5) all the online videos showed a bubble level that is magnetically attached to the charging socket. Not any more with the Vespera 2. I got a different model that is placed between the tripod and the scope. Works well but eventually I got a better leveler that you can use to adjust the scope without the need to play with the tripod’s legs.
6) The Dual Band filter blocks a lot of light so you may face the problem that the scope is failing to initialize with the filter (CLS filter does not cause this for me). Specifically it fails to adjust the focus. Vionis site mentions that it is safe to initialize w/o the filter and then install the filter before you start the observation. It will not impact the focus (assuming you install the filter carefully and will not move the scope).
7) Mosaic mode is slow and power hungry. Way slower than the regular mode so prepare to wait longer if you want bigger picture. It is also appears that mosaic mode drains the battery faster so do not expect 4h of operation in mosaic mode. I see about 2.5h based on my very preliminary testing (with a hygrometer sensor and a Dual Band filter and a maximum size mosaic frame).
8) The blue light around the power sensor is bright! And it stays on while the unit is working. I wish the Vionis allowed us to dim it or to turn it off during operation. If you plan on leaving the unit unattended at night and someone is passing by that person will clearly see this blinking bright interesting light. You may want to consider putting something to cover it.

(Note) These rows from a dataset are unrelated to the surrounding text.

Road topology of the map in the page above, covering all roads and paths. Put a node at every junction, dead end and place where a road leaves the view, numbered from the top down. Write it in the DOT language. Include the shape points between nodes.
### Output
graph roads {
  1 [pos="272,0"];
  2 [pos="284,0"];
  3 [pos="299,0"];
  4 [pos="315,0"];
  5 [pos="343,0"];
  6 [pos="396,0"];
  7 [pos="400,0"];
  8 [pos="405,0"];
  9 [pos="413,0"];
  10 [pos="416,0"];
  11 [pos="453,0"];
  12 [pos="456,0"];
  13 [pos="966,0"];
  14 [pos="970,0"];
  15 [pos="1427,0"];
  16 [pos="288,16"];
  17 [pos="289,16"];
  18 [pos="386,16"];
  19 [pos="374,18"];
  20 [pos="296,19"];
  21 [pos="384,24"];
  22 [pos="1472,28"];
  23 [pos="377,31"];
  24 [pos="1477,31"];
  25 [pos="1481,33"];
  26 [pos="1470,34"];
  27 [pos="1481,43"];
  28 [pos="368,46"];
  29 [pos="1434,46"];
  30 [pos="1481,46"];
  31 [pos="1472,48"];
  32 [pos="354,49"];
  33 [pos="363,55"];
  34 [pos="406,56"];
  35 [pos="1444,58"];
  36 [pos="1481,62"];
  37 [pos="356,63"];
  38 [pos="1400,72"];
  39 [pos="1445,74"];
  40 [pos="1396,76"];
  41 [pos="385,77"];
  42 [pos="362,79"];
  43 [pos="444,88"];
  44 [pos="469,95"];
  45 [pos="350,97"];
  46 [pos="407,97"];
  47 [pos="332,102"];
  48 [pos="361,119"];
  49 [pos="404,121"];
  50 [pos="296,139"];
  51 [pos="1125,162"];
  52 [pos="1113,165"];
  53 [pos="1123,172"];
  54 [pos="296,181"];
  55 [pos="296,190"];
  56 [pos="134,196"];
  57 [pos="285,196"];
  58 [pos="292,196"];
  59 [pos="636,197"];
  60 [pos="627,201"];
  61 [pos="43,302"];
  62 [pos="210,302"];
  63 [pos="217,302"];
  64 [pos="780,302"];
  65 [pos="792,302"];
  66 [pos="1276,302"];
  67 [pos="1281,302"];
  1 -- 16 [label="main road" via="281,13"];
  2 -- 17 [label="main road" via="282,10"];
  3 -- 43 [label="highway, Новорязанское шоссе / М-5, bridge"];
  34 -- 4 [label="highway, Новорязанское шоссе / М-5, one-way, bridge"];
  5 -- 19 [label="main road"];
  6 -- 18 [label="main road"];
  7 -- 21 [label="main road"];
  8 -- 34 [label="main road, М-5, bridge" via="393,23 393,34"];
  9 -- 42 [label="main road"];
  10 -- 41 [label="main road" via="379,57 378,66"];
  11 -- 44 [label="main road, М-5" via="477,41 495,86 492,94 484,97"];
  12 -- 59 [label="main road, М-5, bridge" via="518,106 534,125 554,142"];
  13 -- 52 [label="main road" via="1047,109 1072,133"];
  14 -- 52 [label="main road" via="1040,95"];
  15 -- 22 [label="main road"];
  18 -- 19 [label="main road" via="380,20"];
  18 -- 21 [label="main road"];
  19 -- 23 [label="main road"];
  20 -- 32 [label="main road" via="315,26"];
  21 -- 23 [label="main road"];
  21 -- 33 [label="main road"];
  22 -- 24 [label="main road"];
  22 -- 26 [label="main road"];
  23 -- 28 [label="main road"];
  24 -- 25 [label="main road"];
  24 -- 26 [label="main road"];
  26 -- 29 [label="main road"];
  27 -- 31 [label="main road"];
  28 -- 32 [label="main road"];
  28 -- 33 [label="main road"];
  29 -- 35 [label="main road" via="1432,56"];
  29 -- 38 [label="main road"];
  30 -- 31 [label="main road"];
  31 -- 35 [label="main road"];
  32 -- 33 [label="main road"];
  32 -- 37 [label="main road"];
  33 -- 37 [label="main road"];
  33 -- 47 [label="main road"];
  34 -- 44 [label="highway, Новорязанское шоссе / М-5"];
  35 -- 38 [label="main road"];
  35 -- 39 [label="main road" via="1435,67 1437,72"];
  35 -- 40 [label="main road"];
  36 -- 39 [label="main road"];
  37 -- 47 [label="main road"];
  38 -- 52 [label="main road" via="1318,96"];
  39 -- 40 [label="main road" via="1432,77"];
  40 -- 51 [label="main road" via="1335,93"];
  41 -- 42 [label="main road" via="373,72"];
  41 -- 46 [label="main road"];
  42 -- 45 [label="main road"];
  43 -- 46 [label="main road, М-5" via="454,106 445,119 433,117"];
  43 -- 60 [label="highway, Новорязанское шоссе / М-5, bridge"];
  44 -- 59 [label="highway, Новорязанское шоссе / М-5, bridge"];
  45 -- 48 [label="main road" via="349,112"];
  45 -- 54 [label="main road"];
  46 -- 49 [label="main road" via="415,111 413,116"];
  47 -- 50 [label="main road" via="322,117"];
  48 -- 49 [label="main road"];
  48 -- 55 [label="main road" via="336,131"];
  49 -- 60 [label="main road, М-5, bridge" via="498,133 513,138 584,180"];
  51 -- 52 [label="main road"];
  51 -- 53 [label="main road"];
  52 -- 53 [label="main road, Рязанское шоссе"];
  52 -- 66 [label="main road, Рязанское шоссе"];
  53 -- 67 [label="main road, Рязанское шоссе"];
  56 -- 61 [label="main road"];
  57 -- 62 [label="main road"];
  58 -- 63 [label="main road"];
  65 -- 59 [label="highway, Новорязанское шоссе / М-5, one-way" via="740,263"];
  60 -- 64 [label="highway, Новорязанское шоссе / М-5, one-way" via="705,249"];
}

9) If you use smaller frame vs larger frame you still end up with the same magnification. Let’s say a galaxy is 100 by 100 pixels in a tiff image that the scope produces. It will be 100 by 100 no matter how small or large frame you select for the observation. To know in advance how big the main subject will be you can look up it’s apparent size in the Singularity app, convert it to arcsecconds and divide by 2.39 (pixel resolution of the Vespera 2). For example, Pinwheel galaxy is 22’0 (22 arc-minutes and 0 seconds) or 1320 arcsecconds. In the photo it will have a size of 552 pixes wide. Not that big but not too small. There are a lot of deep space objects that are way smaller and you get less than 109 pixels wide in the file. But there are big objects as well that will take the whole frame.
10) You can get an auto processed Jpeg from the scope and be done. The quality of such jpeg is quite decent. I used to do a lot of non-astro image processing in Photoshop and LightRoom and know a thing or two so I was expecting to easily beat the ‘auto processed’ jpeg and produce a better result but…. I failed. Apparently the astro image processing has a lot of nuances and specialized tools that I am still learning. After 2 weeks I think finally can beat the generalized algorithm. 😃 I chose not to stack individual images (hard for mosaic images) and take the stacked Tiff and post process it. For now this seems the best option for me.
11) If your observation session fails and you get a message ‘make sure the instrument can move freely’ do not get spooked: it is clouds or trees or something else that now blocks the target for too long and the scope timed out.
That is my list. The rest was just fine. Device works well, app works well. Images are very good.
I hope this helps someone.
Edited by BrickInTheSky, 29 May 2025 - 06:02 PM.